#### [About this task]
Each line in the listing below that contains "Yaşar" should be returned.

#### [Source data]
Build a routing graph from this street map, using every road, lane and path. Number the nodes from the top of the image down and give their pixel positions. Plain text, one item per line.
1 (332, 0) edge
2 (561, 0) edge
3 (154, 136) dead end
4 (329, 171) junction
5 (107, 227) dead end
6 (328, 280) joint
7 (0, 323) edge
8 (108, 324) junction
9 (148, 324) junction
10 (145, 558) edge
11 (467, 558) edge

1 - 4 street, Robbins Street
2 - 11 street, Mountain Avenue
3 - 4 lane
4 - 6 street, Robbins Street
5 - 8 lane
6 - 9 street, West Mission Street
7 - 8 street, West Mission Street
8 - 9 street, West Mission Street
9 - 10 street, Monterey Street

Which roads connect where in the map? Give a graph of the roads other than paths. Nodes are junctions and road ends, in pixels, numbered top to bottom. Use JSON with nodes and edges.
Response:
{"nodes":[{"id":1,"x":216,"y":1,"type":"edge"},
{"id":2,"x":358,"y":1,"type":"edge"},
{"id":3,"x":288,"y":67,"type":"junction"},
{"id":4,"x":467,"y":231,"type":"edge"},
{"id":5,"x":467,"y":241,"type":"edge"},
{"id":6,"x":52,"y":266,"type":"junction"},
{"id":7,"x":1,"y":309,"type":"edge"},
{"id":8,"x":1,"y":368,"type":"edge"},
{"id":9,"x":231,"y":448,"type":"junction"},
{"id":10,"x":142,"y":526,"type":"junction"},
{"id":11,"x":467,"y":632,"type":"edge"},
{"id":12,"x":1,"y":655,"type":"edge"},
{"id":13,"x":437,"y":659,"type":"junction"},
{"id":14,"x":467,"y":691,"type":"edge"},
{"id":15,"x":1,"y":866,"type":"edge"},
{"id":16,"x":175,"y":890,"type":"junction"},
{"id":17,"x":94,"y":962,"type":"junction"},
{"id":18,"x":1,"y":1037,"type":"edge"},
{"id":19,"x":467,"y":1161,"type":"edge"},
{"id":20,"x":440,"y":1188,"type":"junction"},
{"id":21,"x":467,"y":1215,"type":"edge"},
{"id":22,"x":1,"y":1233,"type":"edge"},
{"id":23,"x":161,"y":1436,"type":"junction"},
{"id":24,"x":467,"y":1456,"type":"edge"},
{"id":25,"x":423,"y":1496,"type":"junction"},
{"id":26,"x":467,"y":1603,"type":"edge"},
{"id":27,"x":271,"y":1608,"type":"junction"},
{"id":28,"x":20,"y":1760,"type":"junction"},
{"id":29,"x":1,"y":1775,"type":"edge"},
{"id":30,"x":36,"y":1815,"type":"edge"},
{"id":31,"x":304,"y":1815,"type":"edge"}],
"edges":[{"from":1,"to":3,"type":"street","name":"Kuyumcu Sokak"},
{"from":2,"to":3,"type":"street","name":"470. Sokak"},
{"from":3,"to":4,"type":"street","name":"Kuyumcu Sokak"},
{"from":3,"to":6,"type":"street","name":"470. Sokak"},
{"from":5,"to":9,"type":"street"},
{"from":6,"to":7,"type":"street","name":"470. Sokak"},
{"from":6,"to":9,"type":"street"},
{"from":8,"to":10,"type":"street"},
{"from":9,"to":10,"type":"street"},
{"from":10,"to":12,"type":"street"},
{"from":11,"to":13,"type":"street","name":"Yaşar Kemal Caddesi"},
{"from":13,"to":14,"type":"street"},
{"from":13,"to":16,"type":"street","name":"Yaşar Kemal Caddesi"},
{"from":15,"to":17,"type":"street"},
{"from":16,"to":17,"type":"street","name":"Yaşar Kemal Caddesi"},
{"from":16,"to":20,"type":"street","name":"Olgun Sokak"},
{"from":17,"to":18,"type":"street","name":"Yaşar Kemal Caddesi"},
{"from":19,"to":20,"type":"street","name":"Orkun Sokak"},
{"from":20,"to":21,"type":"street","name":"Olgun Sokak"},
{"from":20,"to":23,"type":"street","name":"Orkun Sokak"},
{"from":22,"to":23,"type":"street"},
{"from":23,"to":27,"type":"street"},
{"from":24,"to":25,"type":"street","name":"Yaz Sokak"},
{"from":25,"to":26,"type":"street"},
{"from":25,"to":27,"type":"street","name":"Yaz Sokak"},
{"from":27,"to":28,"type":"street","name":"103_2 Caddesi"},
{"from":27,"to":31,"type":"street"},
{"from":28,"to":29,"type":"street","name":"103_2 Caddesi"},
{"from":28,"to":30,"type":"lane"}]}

#### [Task result]
{"from":11,"to":13,"type":"street","name":"Yaşar Kemal Caddesi"},
{"from":13,"to":16,"type":"street","name":"Yaşar Kemal Caddesi"},
{"from":16,"to":17,"type":"street","name":"Yaşar Kemal Caddesi"},
{"from":17,"to":18,"type":"street","name":"Yaşar Kemal Caddesi"},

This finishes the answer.